When all the ingredients in the soup are cooked, the pan can be removed from the heat. Then add finely chopped dill as a decoration. To make the soup more rich, you need to leave it to languish under the lid for about half an hour.
Seafood soup
This is another recipe for Norwegian cream soup. Unlike the classic soup, here we will use whole fish and a set of seafood. We will prepare the following products:
- 1.4 kg of salmon,
- seafood (200 g of shrimp, 250 g of mussels),
- 3-4 tomatoes
- 3-4 potatoes
- 1 onion,
- 1 carrot
- 250 g cream cheese
- 150 g cream
- salt, pepper, vegetable oil.
Step-by-step recipe for salmon and seafood
When the grocery set is assembled, we proceed directly to the preparation of Norwegian soup:
- Wash the seafood thoroughly, salt and fry at the bottom of the pan for 5 minutes. Add cream and simmer together for 10 minutes.
- Add the peeled and diced potatoes to the seafood and cream.
- Fry carrots, onions and tomatoes separately in a pan with oil, salt and pepper. Tomatoes are launched after preliminary roasting carrots and onions until golden brown. Since tomatoes give a lot of juice, their joint frying with other components is impossible. Tomatoes are subject to preliminary blanching for softness of taste of a dish.
- Cut the fish fillet into cubes and fry in a pan with other vegetables, no more than 5 minutes.
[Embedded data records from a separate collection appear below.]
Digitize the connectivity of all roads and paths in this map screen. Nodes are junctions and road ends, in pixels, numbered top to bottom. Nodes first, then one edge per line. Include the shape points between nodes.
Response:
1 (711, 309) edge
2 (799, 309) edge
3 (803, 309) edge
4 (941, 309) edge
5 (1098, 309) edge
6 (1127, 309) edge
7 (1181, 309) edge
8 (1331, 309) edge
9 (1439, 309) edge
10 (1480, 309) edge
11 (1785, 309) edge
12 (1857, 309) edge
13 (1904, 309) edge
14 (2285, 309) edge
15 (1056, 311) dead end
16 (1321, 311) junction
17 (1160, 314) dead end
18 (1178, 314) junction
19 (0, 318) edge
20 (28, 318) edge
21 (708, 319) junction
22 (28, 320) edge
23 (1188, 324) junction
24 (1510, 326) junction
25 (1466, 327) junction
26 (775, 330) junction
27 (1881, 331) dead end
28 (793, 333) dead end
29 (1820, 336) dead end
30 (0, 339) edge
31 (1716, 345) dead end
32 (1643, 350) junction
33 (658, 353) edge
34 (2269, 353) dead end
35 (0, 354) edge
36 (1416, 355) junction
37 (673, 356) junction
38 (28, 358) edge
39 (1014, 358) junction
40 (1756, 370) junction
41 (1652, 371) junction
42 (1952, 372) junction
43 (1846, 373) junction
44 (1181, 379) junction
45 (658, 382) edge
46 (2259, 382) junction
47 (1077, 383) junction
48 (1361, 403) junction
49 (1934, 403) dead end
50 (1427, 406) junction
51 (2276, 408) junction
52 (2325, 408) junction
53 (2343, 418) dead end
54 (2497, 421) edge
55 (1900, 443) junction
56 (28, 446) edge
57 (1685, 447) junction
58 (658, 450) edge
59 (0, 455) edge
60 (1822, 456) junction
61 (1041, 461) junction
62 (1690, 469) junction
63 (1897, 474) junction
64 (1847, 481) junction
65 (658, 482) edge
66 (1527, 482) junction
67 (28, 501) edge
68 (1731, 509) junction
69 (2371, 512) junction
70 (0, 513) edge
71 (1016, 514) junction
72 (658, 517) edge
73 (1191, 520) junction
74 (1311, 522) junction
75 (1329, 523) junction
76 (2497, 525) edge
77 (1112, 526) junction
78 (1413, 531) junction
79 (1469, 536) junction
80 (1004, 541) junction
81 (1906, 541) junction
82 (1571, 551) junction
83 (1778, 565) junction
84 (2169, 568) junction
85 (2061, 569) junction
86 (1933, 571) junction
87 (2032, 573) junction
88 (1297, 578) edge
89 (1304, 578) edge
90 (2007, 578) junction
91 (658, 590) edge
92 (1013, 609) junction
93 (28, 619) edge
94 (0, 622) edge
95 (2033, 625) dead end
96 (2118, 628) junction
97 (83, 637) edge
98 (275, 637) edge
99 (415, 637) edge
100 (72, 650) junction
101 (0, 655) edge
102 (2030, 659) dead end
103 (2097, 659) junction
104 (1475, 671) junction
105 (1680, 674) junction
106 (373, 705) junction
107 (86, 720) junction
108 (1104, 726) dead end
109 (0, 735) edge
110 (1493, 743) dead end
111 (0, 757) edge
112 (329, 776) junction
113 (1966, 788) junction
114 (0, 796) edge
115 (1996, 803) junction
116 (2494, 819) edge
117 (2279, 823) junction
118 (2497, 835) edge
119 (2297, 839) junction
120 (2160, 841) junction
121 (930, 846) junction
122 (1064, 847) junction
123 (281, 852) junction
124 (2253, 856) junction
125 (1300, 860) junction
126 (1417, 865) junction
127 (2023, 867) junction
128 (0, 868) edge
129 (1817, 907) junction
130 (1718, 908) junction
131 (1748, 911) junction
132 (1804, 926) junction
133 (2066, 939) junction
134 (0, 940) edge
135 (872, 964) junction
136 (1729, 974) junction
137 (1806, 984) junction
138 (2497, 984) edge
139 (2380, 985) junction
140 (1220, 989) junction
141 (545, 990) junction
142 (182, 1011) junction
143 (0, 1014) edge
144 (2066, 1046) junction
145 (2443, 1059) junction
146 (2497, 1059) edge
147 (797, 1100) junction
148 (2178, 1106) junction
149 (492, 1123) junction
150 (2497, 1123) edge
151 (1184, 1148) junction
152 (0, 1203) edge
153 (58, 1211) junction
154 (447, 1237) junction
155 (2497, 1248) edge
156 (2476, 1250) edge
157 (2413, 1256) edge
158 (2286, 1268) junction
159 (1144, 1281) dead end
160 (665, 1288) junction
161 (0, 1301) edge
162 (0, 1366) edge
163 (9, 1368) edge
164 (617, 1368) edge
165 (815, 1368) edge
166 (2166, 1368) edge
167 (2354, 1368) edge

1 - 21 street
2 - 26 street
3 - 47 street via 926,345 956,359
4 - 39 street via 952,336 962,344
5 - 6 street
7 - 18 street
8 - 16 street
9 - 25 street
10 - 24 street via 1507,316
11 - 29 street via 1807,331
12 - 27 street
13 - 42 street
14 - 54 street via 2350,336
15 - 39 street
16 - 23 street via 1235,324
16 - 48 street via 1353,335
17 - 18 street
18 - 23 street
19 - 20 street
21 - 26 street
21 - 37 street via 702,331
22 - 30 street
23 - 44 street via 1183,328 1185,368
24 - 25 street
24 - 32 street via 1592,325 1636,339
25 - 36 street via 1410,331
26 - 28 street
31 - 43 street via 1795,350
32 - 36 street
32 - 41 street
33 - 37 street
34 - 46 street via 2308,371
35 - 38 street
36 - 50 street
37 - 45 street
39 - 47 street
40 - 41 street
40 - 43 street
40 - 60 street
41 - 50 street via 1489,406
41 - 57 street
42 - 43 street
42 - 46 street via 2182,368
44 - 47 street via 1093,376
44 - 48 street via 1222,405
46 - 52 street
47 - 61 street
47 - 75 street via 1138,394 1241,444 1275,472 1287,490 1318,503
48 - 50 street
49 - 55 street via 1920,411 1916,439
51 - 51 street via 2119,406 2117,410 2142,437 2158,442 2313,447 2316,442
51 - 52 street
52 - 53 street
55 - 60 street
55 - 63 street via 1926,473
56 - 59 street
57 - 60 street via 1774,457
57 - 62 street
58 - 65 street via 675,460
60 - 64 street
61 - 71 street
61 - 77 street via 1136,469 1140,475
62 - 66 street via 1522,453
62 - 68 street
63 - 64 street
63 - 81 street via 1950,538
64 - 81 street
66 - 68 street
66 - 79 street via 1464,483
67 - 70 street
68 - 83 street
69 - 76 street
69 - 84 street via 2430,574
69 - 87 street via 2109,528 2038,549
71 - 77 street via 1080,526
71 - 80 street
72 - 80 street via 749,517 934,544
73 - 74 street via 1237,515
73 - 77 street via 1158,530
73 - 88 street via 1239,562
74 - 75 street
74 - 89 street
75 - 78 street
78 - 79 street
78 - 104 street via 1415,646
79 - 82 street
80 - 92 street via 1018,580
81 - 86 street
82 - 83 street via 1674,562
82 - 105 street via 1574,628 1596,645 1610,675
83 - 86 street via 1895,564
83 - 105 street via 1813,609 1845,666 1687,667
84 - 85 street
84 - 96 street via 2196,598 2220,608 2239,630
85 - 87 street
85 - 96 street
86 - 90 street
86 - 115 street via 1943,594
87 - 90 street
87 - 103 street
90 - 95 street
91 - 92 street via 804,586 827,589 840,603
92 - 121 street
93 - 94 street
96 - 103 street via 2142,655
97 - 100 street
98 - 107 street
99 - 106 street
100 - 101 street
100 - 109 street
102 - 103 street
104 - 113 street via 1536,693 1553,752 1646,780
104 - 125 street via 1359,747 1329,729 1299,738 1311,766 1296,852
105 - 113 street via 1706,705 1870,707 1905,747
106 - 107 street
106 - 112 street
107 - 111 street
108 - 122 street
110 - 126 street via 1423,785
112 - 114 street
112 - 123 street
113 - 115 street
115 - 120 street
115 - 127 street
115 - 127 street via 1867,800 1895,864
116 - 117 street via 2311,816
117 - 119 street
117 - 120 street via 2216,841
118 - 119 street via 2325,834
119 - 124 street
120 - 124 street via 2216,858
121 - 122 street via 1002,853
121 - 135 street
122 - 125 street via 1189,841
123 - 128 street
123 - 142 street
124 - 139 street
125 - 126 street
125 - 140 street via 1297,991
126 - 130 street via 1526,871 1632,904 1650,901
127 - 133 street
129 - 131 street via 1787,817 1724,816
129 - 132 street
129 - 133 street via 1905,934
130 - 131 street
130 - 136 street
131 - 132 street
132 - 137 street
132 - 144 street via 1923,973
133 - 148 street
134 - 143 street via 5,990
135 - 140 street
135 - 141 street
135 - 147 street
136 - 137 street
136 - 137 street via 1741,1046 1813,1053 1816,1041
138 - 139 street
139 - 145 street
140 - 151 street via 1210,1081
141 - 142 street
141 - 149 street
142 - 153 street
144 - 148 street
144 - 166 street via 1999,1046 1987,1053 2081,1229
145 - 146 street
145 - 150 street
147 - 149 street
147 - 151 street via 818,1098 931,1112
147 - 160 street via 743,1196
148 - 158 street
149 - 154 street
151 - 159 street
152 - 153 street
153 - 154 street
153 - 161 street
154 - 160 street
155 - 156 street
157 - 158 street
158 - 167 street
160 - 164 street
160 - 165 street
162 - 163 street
- Fish: it is necessary to cut it before loading it into the pan (tail, head and ridge). It is these parts of the inhabitants of the seas that will add broth to the broth of Norwegian soup.
- In the seafood pan, add water, prepared portions of fish and fried vegetables.
- Cream cheese must be finely chopped on a wet grater (so as not to stick) and sent to the pan to the rest of the ingredients.

It is necessary to stir the soup periodically and observe the readiness of its components. When everything is cooked, the head, ridge and tail of the fish can be removed. Portion on plates and decorate with greens.
Enjoy the most northern and fish specialties in the world!